I was happy to be able to attend the Fiber Christmas in July event between Kellyville and Sapulpa, Oklahoma last weekend – and delighted to take a class on dyeing with indigo!  That class was my motivation for making the trip down, but of course, it was fun to make the rounds of the vendor booths.  I was marvelously restrained in my purchasing, but it definitely taxed my self-control several times.

I bought some lovely dark brown Shetland fleece, spinning wheel oil, and after the class, powdered indigo and the chemicals I will need to do my own dyeing.

But on to the show… the first part of the process involves mixing the powdered indigo plant into a paste.  Here’s instructor Gina Levesque, really getting into it.  And yes, you can tell from her gloves and apron that she’s done this a time or two before!  Gina is a very interesting person, and I would have enjoyed more time to visit with her.  Maybe one of these days, we’ll cross paths again.  In the meantime, there’s always her Etsy store!

Indigo is not water soluble, but requires a chemical reaction, or  reduction, necessary to produce an indigo dye vat.  One effective method from pre-industrial times used stale urine.  Instead of historical accuracy, we opted for chemicals.

As the reduction takes place, the liquid separates into layers:

At this point, the indigo mixture is ready to go into the pot.  The dyer must pay attention to the amount of oxygen in the pot, indicated by the color of the dye bath.  With indigo, instead of leaving the fiber in the pot longer to achieve deeper shades of color as with most dyes, the yarn or fabric must be dipped and lifted out repeatedly, building up the blue each time it hits the air and oxidizes.

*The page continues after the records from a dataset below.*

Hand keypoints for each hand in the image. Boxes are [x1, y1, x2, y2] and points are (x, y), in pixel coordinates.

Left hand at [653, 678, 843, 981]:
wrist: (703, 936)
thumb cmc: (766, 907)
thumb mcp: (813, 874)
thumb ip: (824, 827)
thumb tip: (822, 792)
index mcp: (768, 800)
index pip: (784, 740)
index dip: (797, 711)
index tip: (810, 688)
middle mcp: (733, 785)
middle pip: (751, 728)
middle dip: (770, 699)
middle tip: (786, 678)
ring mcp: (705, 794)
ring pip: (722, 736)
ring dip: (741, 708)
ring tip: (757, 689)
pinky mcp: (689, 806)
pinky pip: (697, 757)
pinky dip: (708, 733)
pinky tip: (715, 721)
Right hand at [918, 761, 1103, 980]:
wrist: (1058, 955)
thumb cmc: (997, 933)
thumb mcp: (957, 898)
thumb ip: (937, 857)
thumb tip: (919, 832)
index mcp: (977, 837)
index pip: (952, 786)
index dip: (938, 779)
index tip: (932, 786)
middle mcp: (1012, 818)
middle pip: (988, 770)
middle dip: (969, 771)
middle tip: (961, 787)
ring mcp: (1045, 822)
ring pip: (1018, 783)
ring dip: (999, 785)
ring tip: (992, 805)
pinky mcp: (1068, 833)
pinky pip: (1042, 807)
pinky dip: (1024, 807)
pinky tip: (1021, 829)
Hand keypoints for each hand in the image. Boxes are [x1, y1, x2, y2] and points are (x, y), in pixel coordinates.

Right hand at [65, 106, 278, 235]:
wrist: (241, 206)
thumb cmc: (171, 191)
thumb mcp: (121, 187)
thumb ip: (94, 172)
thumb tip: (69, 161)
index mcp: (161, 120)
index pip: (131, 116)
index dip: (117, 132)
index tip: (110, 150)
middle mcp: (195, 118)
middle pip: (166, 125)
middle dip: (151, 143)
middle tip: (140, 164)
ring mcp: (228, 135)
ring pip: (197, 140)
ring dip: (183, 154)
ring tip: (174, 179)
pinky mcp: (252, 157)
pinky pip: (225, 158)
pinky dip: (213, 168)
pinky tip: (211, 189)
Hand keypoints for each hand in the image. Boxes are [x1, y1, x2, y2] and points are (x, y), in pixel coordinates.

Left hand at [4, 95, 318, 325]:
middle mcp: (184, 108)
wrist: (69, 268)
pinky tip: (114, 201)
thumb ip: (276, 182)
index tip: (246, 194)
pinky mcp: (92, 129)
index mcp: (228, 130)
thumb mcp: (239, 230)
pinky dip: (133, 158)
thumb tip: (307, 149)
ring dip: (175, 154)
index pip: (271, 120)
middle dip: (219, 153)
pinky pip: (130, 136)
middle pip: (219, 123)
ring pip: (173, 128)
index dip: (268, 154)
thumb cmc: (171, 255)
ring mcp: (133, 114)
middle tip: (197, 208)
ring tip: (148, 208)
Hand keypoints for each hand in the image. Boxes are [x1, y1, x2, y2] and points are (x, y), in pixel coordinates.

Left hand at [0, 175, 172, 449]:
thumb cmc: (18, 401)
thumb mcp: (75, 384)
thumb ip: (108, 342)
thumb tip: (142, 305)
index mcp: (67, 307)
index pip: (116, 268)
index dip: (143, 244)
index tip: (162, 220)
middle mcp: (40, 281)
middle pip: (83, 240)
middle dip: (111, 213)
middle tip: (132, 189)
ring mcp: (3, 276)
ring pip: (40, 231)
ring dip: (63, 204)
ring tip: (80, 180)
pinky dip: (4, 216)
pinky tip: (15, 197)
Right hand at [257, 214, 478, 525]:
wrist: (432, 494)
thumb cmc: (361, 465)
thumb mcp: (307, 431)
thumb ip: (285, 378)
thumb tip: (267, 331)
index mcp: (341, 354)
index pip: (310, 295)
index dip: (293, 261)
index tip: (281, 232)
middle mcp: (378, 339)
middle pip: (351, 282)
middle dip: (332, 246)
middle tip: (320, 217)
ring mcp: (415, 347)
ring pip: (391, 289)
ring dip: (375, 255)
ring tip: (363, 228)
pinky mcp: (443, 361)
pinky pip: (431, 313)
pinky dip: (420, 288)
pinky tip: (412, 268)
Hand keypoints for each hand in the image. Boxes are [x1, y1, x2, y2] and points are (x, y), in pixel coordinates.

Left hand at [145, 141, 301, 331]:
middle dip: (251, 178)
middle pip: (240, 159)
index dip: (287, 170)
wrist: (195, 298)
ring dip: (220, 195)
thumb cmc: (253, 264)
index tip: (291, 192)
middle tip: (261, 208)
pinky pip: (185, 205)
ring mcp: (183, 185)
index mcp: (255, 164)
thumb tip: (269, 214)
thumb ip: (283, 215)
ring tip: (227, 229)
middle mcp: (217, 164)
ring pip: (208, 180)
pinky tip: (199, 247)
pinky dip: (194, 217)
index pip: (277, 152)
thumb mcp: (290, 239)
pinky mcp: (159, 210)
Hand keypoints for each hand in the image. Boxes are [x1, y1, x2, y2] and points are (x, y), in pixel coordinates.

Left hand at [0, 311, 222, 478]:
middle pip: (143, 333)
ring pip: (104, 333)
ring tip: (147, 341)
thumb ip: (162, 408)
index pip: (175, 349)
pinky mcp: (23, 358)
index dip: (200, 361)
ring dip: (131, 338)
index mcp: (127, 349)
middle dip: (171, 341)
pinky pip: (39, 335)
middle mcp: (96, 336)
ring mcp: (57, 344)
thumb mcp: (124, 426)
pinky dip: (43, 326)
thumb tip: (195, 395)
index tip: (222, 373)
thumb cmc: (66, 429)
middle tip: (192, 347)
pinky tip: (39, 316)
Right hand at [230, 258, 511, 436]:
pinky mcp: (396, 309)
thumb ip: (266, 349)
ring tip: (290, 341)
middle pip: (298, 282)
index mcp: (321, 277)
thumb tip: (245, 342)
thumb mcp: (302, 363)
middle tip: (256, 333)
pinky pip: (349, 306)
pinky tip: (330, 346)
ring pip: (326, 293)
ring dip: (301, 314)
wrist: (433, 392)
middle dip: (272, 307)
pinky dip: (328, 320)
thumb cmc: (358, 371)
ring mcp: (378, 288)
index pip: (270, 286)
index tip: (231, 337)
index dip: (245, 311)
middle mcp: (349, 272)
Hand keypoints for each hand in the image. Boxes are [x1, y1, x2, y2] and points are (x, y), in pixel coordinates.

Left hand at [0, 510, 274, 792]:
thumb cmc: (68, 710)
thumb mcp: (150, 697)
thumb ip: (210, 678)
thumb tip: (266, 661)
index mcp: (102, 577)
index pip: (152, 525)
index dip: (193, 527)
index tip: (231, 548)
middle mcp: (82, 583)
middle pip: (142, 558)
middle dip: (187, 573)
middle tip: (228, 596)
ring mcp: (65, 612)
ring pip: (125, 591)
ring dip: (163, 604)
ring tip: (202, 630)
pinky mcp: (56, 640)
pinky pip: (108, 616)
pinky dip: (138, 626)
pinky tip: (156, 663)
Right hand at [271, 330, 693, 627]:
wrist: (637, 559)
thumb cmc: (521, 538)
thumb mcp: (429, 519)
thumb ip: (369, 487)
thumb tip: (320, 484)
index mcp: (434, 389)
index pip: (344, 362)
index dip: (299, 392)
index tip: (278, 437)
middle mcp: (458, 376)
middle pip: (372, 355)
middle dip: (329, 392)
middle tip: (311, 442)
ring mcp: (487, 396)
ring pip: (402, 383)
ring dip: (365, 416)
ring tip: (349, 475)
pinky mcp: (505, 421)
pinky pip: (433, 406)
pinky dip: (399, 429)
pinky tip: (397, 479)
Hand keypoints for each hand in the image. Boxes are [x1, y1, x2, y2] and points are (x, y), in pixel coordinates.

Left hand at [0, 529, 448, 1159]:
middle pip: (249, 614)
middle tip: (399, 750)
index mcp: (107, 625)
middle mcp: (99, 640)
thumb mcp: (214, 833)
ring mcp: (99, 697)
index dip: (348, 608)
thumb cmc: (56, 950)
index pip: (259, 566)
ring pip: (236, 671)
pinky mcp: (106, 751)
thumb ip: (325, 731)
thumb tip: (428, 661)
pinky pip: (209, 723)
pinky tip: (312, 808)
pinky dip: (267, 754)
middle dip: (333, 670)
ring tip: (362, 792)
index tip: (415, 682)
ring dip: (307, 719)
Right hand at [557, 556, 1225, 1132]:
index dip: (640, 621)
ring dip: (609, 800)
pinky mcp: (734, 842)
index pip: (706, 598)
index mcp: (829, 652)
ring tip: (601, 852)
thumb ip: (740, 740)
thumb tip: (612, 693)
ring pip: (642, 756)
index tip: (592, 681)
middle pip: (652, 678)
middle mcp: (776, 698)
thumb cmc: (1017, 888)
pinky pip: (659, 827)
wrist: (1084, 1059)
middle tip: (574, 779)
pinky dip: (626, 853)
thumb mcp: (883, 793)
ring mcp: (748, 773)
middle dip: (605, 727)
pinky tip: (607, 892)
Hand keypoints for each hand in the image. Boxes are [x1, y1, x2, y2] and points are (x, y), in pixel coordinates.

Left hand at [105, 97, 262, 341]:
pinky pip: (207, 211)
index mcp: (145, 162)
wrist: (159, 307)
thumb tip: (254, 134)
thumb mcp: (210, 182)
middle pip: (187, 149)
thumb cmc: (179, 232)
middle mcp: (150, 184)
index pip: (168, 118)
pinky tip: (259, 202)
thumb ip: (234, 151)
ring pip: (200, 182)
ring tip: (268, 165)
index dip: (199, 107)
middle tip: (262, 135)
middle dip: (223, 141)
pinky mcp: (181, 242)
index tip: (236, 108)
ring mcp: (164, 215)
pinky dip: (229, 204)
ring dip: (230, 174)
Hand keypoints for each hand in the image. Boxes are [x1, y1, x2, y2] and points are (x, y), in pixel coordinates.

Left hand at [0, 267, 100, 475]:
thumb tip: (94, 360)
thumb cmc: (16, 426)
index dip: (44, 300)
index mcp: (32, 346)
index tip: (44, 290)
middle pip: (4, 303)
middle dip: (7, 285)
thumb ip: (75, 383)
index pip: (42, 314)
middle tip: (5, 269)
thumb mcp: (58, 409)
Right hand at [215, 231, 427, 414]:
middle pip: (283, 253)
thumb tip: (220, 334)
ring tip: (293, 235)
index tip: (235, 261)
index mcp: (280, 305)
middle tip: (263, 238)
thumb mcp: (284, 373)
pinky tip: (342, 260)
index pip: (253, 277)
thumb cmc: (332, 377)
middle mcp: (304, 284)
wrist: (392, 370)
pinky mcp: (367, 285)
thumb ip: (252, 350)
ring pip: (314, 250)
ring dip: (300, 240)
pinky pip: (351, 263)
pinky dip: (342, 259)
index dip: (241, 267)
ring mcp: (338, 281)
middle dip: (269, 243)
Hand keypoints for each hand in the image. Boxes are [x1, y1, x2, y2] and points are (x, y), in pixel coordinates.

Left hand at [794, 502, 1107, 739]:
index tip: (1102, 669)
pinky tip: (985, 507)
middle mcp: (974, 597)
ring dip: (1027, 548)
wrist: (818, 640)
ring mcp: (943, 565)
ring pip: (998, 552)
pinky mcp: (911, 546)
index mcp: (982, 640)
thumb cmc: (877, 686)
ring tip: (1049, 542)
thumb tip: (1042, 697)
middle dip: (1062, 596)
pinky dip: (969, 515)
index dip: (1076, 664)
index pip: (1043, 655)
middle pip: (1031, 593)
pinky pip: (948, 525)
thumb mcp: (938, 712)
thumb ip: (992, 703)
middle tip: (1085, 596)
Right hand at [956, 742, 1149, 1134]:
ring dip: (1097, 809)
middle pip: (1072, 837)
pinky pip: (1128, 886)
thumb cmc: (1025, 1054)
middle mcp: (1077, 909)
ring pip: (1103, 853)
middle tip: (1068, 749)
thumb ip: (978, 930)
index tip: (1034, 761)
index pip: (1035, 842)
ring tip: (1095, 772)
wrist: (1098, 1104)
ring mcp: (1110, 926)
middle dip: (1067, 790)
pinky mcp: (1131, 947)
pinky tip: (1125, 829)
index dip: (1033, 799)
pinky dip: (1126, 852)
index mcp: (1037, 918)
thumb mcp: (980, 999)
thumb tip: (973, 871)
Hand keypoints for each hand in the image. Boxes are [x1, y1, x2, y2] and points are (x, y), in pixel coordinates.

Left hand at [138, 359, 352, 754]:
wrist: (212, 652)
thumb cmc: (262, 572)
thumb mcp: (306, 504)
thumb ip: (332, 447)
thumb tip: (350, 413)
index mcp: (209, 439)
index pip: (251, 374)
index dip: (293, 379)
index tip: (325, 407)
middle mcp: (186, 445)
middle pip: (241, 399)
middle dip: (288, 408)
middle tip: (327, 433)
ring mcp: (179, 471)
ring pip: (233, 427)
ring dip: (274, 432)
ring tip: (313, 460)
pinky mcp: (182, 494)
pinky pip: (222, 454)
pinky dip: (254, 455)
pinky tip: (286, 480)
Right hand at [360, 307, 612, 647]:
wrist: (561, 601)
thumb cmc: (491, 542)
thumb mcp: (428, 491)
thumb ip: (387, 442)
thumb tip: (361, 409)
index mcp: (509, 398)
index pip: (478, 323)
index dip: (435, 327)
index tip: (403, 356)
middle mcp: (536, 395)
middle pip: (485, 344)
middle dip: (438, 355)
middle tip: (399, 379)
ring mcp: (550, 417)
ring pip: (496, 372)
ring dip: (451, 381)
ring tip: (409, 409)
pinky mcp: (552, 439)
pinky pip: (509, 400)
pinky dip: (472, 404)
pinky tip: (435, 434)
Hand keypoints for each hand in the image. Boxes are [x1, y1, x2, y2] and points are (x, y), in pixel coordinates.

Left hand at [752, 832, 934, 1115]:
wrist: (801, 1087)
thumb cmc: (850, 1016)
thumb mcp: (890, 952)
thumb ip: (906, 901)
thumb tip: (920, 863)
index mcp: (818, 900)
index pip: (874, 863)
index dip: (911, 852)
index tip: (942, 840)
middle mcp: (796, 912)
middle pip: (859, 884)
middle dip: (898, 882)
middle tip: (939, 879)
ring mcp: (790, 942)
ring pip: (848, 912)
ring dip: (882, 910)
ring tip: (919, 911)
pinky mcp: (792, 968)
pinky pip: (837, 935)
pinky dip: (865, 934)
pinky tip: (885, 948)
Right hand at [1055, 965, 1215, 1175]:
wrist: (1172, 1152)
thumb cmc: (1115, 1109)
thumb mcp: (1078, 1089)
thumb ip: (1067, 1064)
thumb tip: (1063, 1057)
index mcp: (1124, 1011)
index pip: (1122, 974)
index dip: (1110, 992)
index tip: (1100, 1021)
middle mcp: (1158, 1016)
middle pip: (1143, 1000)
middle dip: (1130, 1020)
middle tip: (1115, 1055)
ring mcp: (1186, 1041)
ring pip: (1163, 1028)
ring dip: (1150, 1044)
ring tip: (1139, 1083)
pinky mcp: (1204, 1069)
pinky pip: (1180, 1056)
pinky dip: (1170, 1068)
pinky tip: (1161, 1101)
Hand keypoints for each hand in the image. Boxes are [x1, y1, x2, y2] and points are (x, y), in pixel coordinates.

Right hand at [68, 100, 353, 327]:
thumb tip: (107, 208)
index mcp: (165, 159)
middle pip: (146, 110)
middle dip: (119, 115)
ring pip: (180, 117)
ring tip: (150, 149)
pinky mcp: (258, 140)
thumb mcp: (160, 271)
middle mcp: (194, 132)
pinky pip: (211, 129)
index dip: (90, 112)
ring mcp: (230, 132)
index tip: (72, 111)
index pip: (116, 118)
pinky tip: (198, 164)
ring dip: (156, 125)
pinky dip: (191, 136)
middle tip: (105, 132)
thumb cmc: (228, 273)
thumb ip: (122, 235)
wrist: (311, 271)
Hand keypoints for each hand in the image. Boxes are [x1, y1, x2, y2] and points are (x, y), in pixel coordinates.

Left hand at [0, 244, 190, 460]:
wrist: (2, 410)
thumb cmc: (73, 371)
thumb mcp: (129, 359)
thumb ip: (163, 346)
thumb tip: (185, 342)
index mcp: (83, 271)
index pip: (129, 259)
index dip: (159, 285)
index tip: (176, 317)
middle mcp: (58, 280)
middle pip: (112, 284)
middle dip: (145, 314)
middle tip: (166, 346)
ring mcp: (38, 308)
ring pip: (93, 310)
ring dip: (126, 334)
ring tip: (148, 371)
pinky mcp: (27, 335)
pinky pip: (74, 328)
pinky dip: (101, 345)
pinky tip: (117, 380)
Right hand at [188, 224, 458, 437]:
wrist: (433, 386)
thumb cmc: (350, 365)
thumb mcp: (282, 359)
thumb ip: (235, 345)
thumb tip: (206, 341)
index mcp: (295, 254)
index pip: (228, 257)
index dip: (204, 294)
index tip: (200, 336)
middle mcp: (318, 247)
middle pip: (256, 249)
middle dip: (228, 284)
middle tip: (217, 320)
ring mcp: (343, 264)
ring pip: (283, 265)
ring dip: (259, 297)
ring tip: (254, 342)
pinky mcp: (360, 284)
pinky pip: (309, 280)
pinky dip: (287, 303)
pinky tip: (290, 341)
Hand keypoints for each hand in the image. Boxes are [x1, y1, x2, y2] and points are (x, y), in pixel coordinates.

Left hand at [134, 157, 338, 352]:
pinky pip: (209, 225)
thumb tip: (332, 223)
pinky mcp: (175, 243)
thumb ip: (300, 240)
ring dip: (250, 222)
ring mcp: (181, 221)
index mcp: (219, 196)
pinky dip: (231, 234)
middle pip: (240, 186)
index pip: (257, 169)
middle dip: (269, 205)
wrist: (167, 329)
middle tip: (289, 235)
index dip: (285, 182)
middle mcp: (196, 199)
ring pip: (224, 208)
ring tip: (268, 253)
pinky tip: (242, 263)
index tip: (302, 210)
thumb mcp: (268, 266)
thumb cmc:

The sample skein, after its first dip.

Here’s what my fabric swatches looked like before dyeing (they have already been thoroughly wetted):

L – R: Silk (barely seen), cotton, wool, linen

And after their first dip:

These are such lovely sky blues that it was almost tempting to stop there!  But we forged ahead, for five more dips:

Counterclockwise from upper right: silk, cotton, wool, linen

Sigh.  Aren’t they beautiful?  Now I’ll just need to decide what I’m going to dye for myself!

In the meantime, I can mull over the fascinating history of this dye, from ancient times until now.  That’s one of many things that draw me to fiber work – what I have in my own hands connects me to a world of people who came before me, and their stories.